## [Exercise directions]
Search the records below for the string "Devet", and report each line that contains it.

Records from a dataset
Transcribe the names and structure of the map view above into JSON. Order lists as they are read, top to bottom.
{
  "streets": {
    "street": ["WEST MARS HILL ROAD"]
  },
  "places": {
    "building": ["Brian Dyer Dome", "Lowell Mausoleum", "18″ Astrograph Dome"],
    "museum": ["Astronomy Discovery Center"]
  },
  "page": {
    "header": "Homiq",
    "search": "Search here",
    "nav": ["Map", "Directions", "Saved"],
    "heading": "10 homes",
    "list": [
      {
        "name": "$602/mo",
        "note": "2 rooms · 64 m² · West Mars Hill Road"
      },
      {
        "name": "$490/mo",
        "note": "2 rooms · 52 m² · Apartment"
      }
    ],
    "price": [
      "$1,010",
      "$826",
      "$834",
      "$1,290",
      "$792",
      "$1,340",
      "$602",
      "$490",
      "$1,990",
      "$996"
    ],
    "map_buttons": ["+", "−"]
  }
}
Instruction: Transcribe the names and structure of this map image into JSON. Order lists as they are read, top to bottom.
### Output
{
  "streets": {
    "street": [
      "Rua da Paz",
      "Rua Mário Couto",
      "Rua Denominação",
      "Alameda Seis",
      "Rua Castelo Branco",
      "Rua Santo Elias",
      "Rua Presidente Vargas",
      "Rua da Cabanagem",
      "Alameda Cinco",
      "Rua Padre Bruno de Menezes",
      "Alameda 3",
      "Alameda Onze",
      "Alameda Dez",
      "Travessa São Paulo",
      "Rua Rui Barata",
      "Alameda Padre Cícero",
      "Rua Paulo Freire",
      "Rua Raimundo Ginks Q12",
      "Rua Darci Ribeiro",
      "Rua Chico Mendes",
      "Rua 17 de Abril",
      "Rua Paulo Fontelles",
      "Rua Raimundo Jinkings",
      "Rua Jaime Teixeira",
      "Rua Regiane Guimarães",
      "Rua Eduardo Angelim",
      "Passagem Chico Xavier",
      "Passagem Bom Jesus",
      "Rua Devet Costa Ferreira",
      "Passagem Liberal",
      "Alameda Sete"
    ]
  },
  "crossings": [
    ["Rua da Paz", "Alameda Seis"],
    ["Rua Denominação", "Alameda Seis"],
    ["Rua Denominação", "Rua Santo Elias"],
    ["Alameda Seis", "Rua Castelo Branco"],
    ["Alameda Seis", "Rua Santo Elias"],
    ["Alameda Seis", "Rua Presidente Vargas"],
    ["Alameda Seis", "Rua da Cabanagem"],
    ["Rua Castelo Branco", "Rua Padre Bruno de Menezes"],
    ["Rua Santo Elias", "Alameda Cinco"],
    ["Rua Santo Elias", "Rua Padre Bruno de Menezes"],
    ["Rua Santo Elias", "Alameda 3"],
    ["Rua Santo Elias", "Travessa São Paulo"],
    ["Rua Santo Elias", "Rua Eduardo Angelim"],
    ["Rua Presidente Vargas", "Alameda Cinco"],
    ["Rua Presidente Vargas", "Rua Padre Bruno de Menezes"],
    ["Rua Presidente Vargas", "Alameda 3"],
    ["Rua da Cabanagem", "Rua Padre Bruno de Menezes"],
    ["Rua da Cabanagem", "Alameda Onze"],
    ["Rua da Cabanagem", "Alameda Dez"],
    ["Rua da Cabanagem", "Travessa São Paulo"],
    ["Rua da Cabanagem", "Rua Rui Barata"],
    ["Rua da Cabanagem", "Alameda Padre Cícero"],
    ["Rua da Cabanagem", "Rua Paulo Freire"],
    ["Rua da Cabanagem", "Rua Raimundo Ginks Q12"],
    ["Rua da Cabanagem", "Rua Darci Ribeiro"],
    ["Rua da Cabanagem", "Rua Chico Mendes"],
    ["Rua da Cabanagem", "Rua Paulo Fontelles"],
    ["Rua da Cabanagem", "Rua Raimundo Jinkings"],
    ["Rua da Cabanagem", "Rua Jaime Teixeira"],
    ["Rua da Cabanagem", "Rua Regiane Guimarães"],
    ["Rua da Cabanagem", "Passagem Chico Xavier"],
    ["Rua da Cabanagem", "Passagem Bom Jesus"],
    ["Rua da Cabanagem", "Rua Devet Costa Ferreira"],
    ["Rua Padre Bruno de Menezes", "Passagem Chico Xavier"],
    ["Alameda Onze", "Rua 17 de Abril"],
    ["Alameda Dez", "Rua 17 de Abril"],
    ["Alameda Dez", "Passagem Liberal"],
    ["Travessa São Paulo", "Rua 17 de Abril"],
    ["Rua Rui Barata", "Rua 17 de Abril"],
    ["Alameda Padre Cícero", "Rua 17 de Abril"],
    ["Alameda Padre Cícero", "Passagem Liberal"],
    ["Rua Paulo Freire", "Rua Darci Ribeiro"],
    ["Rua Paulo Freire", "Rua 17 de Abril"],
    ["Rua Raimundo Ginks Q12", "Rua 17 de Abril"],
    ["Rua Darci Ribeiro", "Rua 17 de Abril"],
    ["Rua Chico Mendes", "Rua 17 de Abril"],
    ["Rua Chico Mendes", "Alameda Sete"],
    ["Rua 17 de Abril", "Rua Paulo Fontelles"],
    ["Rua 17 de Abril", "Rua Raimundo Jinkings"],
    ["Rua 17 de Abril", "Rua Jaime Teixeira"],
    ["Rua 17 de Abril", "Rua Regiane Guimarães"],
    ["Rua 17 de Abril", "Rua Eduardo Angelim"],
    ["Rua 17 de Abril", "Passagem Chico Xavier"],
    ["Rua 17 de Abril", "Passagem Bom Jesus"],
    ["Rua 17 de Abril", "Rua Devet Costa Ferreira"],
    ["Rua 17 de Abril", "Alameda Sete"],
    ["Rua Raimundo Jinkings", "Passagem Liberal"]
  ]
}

## [Task response]
      "Rua Devet Costa Ferreira",
    ["Rua da Cabanagem", "Rua Devet Costa Ferreira"],
    ["Rua 17 de Abril", "Rua Devet Costa Ferreira"],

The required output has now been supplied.